This is really getting serious! Although most banks’ automatic teller machines will have some warning about covering your fingers when you input your pin number when you are making a withdrawal, who has really taken that warning seriously?

So, alright! Maybe the guy behind you is snooping to see what numbers you will be punching. But what can he really do even if he sees?

And big feller like me, I make sure that I cover the entire machine whenever I make withdrawals. So what can snoopy really do? And especially if I have the ATM safely in my wallet, anyway.

Well, as it happens, creativity is not the monopoly of artists alone. Sad to say, but crooks are getting ever more creative than they already are.


So, thus, it’s probably best that you cup your palm over the keypad the next time you make your ATM widthdrawal to spare yourself the agony of finding your money gone somewhere to Eastern Europe.
Now read this: you have to cover the keypad with your palm when you make your next ATM withdrawal. I have already started doing so the first time I heard of these employees whose accounts were swept clean by withdrawals made in... Poland!

From what I could understand of the news report, the crooks plant electronic devices into selected ATM machines which can not only lift the electronic information embedded in the ATM cards but can also monitor and record the numbers that the user punches into the keypad.

The information can then be embedded into another card which is then used to make the unauthorised withdrawals. The process is called ‘cloning;’ and in terms of crookery, the creativity is sublime!

Either the information is passed onto syndicates based abroad or the withdrawals are made in the country but cloaked using sophisticated decoys so that the withdrawals appear as though they are made abroad.

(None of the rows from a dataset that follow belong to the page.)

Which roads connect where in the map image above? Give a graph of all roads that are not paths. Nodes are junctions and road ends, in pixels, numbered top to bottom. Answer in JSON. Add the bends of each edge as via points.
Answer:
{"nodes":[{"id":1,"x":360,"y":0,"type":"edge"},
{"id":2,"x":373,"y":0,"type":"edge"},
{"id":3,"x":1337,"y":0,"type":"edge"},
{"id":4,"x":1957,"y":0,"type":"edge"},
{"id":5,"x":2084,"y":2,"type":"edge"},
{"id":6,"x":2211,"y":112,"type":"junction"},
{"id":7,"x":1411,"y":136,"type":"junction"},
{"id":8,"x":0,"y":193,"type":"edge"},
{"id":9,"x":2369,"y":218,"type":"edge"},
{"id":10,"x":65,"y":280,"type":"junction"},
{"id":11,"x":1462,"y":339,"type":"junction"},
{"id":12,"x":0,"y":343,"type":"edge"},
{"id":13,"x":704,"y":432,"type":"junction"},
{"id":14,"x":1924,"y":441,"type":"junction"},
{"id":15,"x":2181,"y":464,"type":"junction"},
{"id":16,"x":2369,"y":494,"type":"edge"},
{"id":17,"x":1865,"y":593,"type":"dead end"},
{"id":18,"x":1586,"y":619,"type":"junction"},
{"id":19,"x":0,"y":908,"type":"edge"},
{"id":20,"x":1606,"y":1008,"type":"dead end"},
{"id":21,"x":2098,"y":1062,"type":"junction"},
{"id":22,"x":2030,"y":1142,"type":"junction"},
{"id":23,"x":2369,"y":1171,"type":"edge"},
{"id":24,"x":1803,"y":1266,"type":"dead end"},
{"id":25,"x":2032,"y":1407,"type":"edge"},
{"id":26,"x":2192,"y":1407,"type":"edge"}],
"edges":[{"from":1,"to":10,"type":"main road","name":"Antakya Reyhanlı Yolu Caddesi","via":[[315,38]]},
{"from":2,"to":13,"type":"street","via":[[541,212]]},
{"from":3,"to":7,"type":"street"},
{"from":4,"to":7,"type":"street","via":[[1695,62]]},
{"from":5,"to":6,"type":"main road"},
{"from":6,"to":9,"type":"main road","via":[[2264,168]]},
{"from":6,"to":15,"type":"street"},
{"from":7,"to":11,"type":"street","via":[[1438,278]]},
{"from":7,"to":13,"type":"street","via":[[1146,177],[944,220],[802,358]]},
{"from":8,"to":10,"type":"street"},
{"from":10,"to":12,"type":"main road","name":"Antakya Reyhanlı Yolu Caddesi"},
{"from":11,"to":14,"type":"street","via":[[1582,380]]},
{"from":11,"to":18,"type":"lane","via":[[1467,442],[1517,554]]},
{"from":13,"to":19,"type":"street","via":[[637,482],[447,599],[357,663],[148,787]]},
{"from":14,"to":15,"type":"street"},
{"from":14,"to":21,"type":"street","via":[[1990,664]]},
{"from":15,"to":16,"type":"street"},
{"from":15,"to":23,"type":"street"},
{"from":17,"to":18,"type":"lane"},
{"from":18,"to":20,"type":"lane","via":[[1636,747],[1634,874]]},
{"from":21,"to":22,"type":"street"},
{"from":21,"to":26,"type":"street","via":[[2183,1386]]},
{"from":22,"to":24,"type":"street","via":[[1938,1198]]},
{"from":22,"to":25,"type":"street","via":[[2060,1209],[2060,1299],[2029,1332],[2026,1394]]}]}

I understand that most of the ATM clonings have been done in Metro Manila; but one can never be cautious enough when it is one’s blood, sweat and tears that are at stake.

I have made a withdrawal from a local BPI ATM which is already equipped with a lid to cover the numeric keypad. A tad inconvenient, perhaps; but the bank’s customer care is comforting to have.

Since banks’ reputations are being compromised – and this is really a matter of computer security – then the other banks will be well served by doing something similar.

As for the rest of us, it is a small inconvenience to have to place your palm over the keypad; but that small gesture can be the difference between your holding onto your money and somebody else vacationing in the Bahamas because of it.

Just this evening, an ABS-CBN employee was featured on TV Patrol as the subject of another ATM cloning attack. She lost more than 130 thousand pesos to a withdrawal made in... Bulgaria!

“How can I make a withdrawal in Bulgaria when I am here and my card is here,” she complained.

Precisely. And while the Central Bank will probably sympathetically say that the money lost ought to be returned by the bank to the account, my guess is that most banks will see to it that the victim will have to go through unbearable redtape before getting the money back.

If at all.

So, thus, it’s probably best that you cup your palm over the keypad the next time you make your ATM widthdrawal to spare yourself the agony of finding your money gone somewhere to Eastern Europe.

And tell everyone you know to do exactly the same.